Chirurgia mininvasiva
La procedura viene eseguita per via laparoscopica, con un livello di sicurezza paragonabile a quello del bendaggio gastrico e un tasso di conversione alla laparotomia molto basso.
Nessun impianto, a differenza dell’anello
La gastrectomia a manica non lascia corpi estranei nel corpo e le graffette sono ben tollerate, come nella chirurgia addominale tradizionale.
Nessun malassorbimento
Intervento fisiologico: digestione preservata, nessun impatto sui trattamenti, endoscopie possibili, rischio di dumping molto basso.
Meno carenze vitaminiche
Sebbene l’integrazione vitaminica (vitamine B1, B6, B9, B12, ferro) sia auspicabile, come dimostrato dalla letteratura (link alla bibliografia).
Alimentazione più comoda rispetto all’anello
La riduzione regolare dello stomaco consente di seguire una dieta quasi normale,
senza sensazioni di blocco o vomito frequente.

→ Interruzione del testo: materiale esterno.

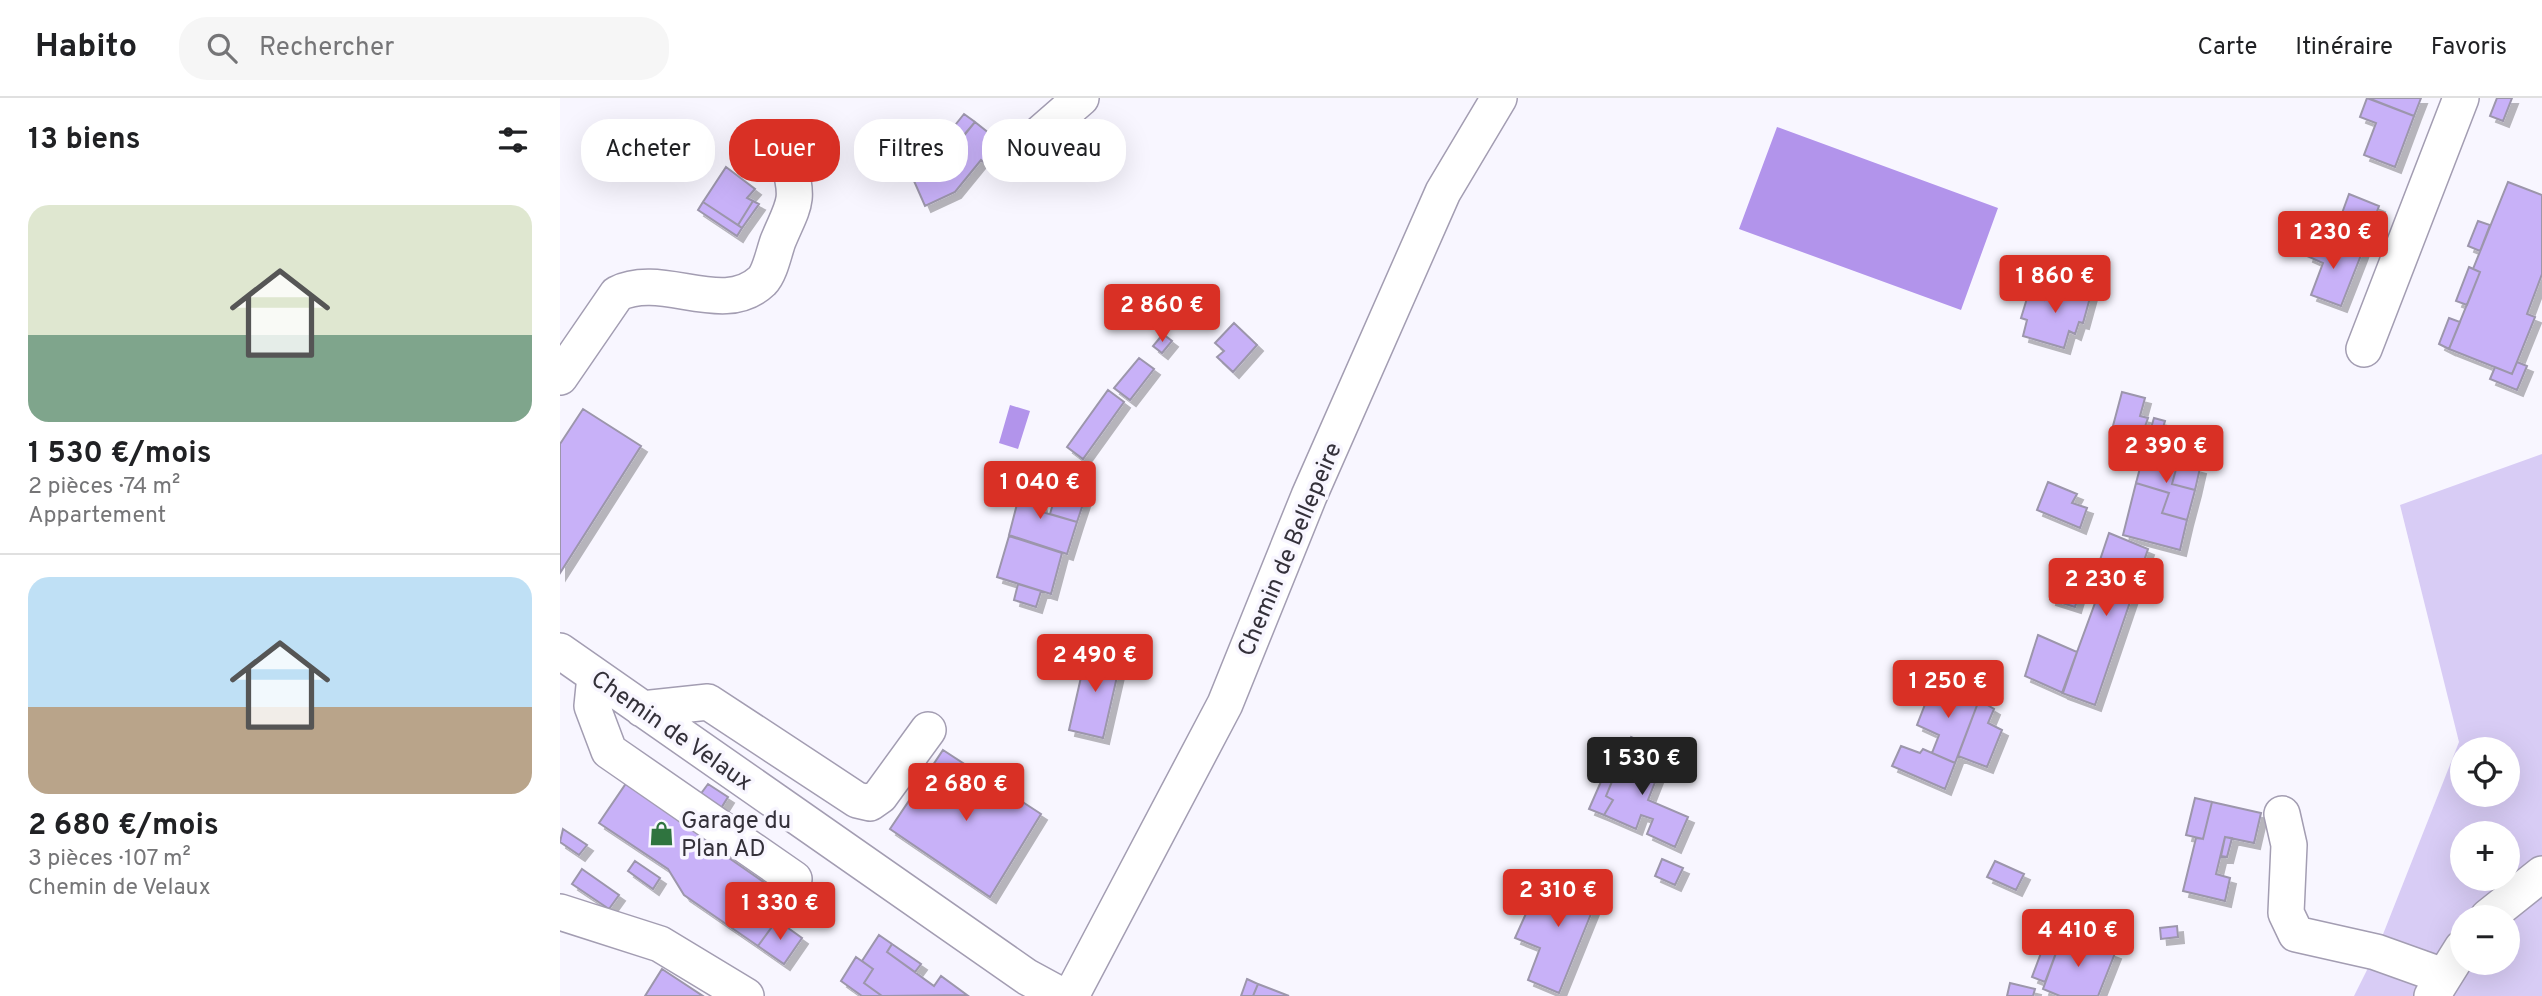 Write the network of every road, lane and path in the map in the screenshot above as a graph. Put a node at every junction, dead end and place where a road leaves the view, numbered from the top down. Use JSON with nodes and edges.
{"nodes":[{"id":1,"x":1081,"y":98,"type":"edge"},
{"id":2,"x":1499,"y":98,"type":"edge"},
{"id":3,"x":2461,"y":98,"type":"edge"},
{"id":4,"x":1057,"y":119,"type":"edge"},
{"id":5,"x":794,"y":182,"type":"edge"},
{"id":6,"x":2364,"y":349,"type":"dead end"},
{"id":7,"x":560,"y":377,"type":"edge"},
{"id":8,"x":560,"y":652,"type":"edge"},
{"id":9,"x":594,"y":676,"type":"junction"},
{"id":10,"x":642,"y":709,"type":"junction"},
{"id":11,"x":928,"y":730,"type":"dead end"},
{"id":12,"x":2282,"y":814,"type":"dead end"},
{"id":13,"x":2542,"y":874,"type":"edge"},
{"id":14,"x":794,"y":879,"type":"dead end"},
{"id":15,"x":2503,"y":905,"type":"edge"},
{"id":16,"x":560,"y":912,"type":"edge"},
{"id":17,"x":2446,"y":973,"type":"edge"},
{"id":18,"x":746,"y":996,"type":"edge"},
{"id":19,"x":1062,"y":996,"type":"edge"},
{"id":20,"x":1071,"y":996,"type":"edge"}],
"edges":[{"from":1,"to":4,"type":"street"},
{"from":2,"to":20,"type":"street","name":"Chemin de Bellepeire"},
{"from":3,"to":6,"type":"street"},
{"from":5,"to":7,"type":"street"},
{"from":8,"to":9,"type":"street","name":"Chemin de Velaux"},
{"from":9,"to":10,"type":"street","name":"Chemin de Velaux"},
{"from":9,"to":14,"type":"street"},
{"from":10,"to":11,"type":"street"},
{"from":10,"to":19,"type":"street","name":"Chemin de Velaux"},
{"from":12,"to":17,"type":"street"},
{"from":13,"to":15,"type":"street"},
{"from":16,"to":18,"type":"street"}]}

Meno complicazioni a lungo termine
Nessun rischio di fistoleanastomotiche, stenosi tardive, ernie interne o ulcere come nel bypass gastrico.
Risultati equivalenti o migliori del bypass
Scomparsa e/o controllo delle comorbilità dopo intervento di gastrectomia a manica: diabete, ipertensione, sindrome delle apnee notturne, dislipidemia.
Operazione in evoluzione
Quali sono i risultati attesi?
I dati pubblicati sulla sleeve gastrectomy mostrano risultati molto promettenti a medio termine (3 anni) per quanto riguarda la perdita di peso e la regressione delle comorbilità.

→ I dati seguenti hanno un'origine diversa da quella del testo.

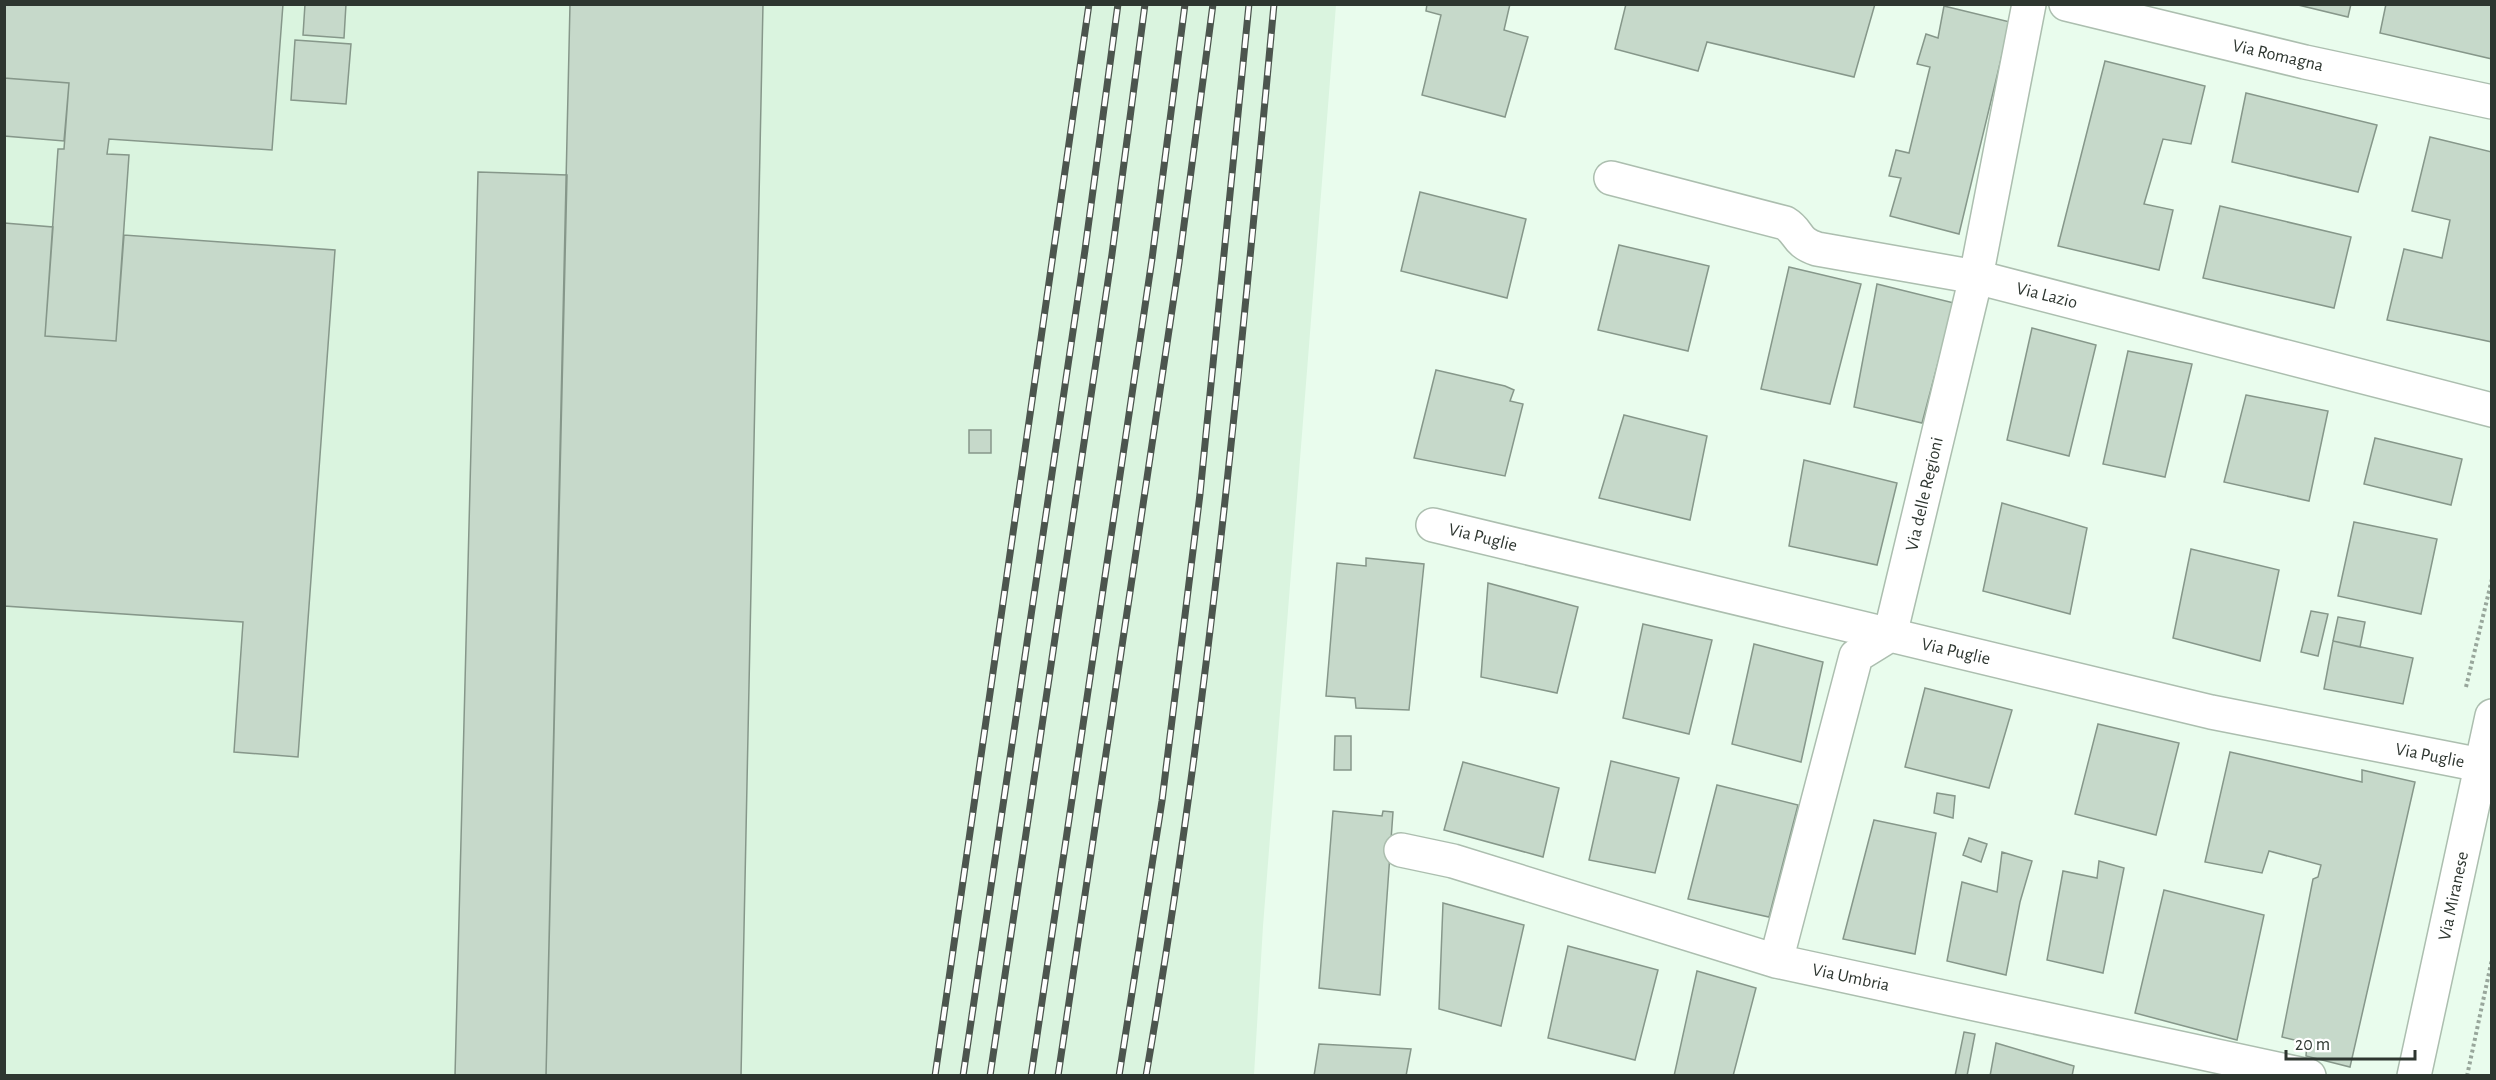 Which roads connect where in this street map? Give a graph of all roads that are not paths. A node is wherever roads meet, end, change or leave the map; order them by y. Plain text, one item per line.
1 (2029, 4) edge
2 (2066, 4) edge
3 (2492, 102) edge
4 (1611, 178) dead end
5 (1976, 277) junction
6 (2492, 410) edge
7 (1433, 525) dead end
8 (1890, 635) junction
9 (2492, 716) edge
10 (2481, 765) junction
11 (1401, 850) dead end
12 (1776, 961) junction
13 (2309, 1076) edge
14 (2414, 1076) edge

1 - 5 street, Via delle Regioni
2 - 3 street, Via Romagna
4 - 5 street, Via Lazio
5 - 6 street, Via Lazio
5 - 8 street, Via delle Regioni
7 - 8 street, Via Puglie
8 - 10 street, Via Puglie
8 - 12 street
9 - 10 street, Via Miranese
10 - 14 street, Via Miranese
11 - 12 street, Via Umbria
12 - 13 street, Via Umbria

Nella nostra esperienza (sleeve gastrectomy a Montpellier 2006-2020), la perdita di peso in eccesso ha superato il 60% con un follow-up di 3-5 anni e il controllo, o addirittura la scomparsa, delle comorbilità è stato paragonabile a quello dell’intervento di bypass gastrico. Questi dati sono molto incoraggianti, ma è opportuno sottolineare che il reale valore di perdita di peso di qualsiasi intervento di chirurgia bariatrica viene generalmente valutato dieci anni dopo l’operazione.
La qualità della vita a 10 anni per i pazienti sottoposti a sleeve gastrectomy dipende dal peggioramento o dall’insorgenza ex novo dei sintomi del reflusso gastroesofageo. Valutiamo la perdita di peso a ogni visita in termini di:
- % EWL (percentuale di peso in eccesso perso).
- % EBL (percentuale di BMI in eccesso persa).
Parametri prima della gastrectomia a manica:
- Altezza: 1,67 m; Peso: 120 kg; Peso ideale secondo Lorentz: 60 kg.
- Peso in eccesso (da perdere): 60 kg; BMI: 43 kg/m².
- BMI ideale: 22,5 kg/m²; BMI in eccesso: (43 – 22,5) = 20,5.
- Diabete di tipo II.
Risultati quinquennali dell’intervento:
- Peso: 75 kg; Altezza: 1,67 m; Peso perso: 45 kg.
- IMC: 26,8 kg/m².
- %EWL = (45 kg persi/60 kg da perdere) = 75%.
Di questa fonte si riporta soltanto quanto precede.